Merhabalar
Bu kitapla birlikte Cohello’nun ikinci kitabını da bitirmiş oluyorum. Simyacı da olduğu gibi kendini aramanın, yaşamaktaki amacımızı bulmayı irdeleyen bir kitap olmuş. Kurgu akılda kalıcı vaziyette ve serilikte. Veronikanın hayatının yanında yan karekterlerinde yaşadıkları bunalımlardan bahsedilmiş. Ve birlikte iyileşme süreçlerinin.

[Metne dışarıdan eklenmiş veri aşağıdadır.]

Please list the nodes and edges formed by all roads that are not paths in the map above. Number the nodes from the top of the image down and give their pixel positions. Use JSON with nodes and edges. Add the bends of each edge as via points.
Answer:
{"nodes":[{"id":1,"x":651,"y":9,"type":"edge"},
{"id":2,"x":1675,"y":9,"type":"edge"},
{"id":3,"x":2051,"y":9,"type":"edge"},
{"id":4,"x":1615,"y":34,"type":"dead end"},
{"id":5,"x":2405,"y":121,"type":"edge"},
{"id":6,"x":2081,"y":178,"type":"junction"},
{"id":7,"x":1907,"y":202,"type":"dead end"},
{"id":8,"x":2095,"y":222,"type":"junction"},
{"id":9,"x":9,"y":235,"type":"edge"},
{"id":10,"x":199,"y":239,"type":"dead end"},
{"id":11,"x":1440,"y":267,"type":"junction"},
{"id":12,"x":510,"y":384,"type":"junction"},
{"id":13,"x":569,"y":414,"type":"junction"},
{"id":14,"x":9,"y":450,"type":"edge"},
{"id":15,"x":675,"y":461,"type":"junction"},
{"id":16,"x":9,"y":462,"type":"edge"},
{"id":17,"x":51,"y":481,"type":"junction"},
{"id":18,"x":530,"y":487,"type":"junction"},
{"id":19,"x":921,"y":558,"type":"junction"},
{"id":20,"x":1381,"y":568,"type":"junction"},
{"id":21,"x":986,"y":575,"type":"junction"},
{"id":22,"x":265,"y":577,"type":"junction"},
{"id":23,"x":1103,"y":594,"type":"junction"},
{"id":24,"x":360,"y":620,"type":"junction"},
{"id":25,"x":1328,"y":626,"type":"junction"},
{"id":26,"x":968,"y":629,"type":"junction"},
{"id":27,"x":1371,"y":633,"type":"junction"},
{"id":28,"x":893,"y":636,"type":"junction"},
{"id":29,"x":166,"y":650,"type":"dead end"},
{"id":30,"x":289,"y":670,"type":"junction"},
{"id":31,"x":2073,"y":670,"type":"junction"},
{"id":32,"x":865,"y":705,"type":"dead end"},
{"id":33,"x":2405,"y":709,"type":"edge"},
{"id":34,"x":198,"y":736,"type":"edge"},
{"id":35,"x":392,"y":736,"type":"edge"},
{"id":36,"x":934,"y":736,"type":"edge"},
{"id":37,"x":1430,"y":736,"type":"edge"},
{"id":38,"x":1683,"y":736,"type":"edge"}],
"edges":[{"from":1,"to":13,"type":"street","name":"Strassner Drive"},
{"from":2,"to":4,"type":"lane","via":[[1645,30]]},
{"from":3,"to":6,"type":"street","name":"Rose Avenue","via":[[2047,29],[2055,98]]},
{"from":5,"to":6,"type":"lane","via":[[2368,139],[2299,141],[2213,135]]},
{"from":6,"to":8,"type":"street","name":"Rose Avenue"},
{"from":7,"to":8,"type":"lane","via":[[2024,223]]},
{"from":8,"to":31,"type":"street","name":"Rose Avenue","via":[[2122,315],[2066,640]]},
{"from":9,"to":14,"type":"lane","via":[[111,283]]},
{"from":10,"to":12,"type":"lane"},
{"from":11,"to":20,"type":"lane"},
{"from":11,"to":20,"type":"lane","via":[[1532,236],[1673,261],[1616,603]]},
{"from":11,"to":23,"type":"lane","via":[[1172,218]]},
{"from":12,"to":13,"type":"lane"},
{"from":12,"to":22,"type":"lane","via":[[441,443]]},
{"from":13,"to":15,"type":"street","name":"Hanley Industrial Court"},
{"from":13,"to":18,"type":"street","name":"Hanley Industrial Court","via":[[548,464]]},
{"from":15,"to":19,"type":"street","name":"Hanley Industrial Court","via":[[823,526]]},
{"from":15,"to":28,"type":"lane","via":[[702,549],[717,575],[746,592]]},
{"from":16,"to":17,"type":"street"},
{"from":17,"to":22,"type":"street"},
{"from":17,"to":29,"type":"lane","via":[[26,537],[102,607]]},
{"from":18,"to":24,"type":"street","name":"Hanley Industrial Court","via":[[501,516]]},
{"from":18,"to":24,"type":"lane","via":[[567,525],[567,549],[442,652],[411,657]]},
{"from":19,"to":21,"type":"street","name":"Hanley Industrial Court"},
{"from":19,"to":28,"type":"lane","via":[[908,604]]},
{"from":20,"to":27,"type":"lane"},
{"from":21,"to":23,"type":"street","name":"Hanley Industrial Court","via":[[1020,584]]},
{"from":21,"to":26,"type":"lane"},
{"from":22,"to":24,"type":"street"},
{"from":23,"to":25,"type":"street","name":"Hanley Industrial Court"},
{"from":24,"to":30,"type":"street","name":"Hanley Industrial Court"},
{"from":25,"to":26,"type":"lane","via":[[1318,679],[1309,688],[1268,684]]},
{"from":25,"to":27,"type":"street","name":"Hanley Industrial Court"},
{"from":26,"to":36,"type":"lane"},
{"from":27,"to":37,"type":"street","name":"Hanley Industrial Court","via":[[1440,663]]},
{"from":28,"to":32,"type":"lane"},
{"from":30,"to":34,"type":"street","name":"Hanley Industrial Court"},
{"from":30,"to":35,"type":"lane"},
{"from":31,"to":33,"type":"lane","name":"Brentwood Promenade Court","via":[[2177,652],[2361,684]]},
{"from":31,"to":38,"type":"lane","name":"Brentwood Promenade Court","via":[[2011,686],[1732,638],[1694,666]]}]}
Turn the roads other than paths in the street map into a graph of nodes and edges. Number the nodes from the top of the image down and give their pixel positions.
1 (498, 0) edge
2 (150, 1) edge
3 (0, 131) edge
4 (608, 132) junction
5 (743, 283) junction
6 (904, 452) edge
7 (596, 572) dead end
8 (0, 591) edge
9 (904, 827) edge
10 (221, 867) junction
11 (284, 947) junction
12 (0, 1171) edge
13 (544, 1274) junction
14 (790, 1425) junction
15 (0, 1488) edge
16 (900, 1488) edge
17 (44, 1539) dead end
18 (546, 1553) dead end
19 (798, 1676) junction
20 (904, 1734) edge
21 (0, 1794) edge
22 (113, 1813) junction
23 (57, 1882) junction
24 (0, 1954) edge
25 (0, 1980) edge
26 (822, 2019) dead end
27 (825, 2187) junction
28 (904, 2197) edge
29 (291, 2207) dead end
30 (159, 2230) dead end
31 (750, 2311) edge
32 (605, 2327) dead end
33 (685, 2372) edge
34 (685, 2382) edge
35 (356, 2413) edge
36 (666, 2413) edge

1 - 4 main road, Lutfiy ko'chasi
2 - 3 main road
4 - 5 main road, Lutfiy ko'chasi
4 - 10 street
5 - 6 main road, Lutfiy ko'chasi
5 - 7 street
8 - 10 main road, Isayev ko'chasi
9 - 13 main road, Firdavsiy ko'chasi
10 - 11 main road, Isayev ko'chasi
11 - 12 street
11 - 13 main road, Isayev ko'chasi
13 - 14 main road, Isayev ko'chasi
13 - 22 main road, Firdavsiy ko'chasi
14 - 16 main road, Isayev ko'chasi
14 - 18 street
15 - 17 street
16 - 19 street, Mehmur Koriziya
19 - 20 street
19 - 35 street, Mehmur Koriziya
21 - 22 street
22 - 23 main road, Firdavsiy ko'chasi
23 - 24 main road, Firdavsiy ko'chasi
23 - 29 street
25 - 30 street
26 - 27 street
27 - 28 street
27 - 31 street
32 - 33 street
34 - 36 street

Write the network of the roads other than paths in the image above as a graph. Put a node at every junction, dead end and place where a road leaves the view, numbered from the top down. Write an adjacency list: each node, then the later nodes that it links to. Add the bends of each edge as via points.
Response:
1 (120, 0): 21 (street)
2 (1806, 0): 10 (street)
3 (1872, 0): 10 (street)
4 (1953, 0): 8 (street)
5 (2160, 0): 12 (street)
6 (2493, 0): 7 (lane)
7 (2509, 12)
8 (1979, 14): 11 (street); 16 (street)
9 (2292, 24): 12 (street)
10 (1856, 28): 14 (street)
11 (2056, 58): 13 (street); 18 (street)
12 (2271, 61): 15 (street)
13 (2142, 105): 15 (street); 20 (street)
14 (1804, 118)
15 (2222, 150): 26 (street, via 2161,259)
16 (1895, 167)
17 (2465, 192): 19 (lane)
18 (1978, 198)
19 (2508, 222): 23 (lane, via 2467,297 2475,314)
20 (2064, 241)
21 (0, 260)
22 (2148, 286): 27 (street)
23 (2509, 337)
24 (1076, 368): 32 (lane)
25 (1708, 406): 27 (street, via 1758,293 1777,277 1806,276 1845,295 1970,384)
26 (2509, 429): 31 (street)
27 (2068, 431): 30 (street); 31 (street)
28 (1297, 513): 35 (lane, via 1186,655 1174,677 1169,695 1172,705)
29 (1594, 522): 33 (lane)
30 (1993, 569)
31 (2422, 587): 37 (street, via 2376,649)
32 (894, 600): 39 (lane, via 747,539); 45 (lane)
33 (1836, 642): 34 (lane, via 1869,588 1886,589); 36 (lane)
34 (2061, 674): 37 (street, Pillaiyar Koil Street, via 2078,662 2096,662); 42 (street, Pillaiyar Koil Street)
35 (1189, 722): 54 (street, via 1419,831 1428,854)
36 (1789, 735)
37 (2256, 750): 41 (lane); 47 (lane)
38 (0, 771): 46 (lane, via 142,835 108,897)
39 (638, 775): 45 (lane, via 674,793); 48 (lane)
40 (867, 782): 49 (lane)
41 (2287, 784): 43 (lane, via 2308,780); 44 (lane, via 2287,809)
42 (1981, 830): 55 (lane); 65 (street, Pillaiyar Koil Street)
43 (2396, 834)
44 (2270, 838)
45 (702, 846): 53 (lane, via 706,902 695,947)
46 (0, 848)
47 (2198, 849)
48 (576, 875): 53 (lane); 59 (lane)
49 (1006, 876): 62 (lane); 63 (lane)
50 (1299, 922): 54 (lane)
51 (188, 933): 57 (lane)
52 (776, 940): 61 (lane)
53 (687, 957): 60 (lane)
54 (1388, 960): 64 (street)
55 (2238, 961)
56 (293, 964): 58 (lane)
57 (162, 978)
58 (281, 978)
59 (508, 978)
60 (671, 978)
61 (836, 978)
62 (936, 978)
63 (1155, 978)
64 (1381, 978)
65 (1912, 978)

Aslında hep yanı başımızda duran ‘ölüm’ ün Dr. İgor tarafından nasıl bilincine varılmasının deneyini okumuş oluyorsunuz.
Sahi nerede benim ruhum?
Bedenim bir okulun içinde, bir odada masa başında. Peki ruhum nerede ? Ne yapmak isterken burada oturmuş bana bu soruyu sorduran kitabı okuyorum… Çiçeklerin açtığı şu günlerde bisiklete binip fotoğraflamak istiyorum hepsini. Her kare de ‘evet Berat yine bir güzelliği gözlerinle şahit olup kadrajına aldın, tebrik ederim seni’ demek istiyorum. Ve onları görebildiğim içinde Allah’a şükretmek… Ruhumun olduğu yere bedenimi götürmeme engel olan bu mesai kavramına çözüm de bulamıyorum… Hobilerimiz para kazandırmıyor, açlık çekmemek için mesai çekiyoruz ne yazık ki… Mantık devre dışı kalamıyor…
Her şeyi yapmaya vakit hep varmış gibi, ama hiç de yokmuş gibi hissetmenin içinde sıkışıp kalıyorum. ‘Ölüm bilincini’ hep kavramış biriyim ama yapmak istediklerime oluşturulmuş prangalar engel oluyor. Kırmamın uzun zaman alacağı duvarlar… Kendi dünyamdaki beni çıkaramıyorum duvarlardan. Sadece duvara yaslanmış bakıyor dışarıdakilere… Ben bu halimle bu kadar hayat dolu iken duvarları yıkılmış Berat’ı düşünemiyorum… Sahi ruhumun peşinden bedenimi götürebilmem için kaç yaşında olmam gerek ya da ne düşmesi gerek başıma?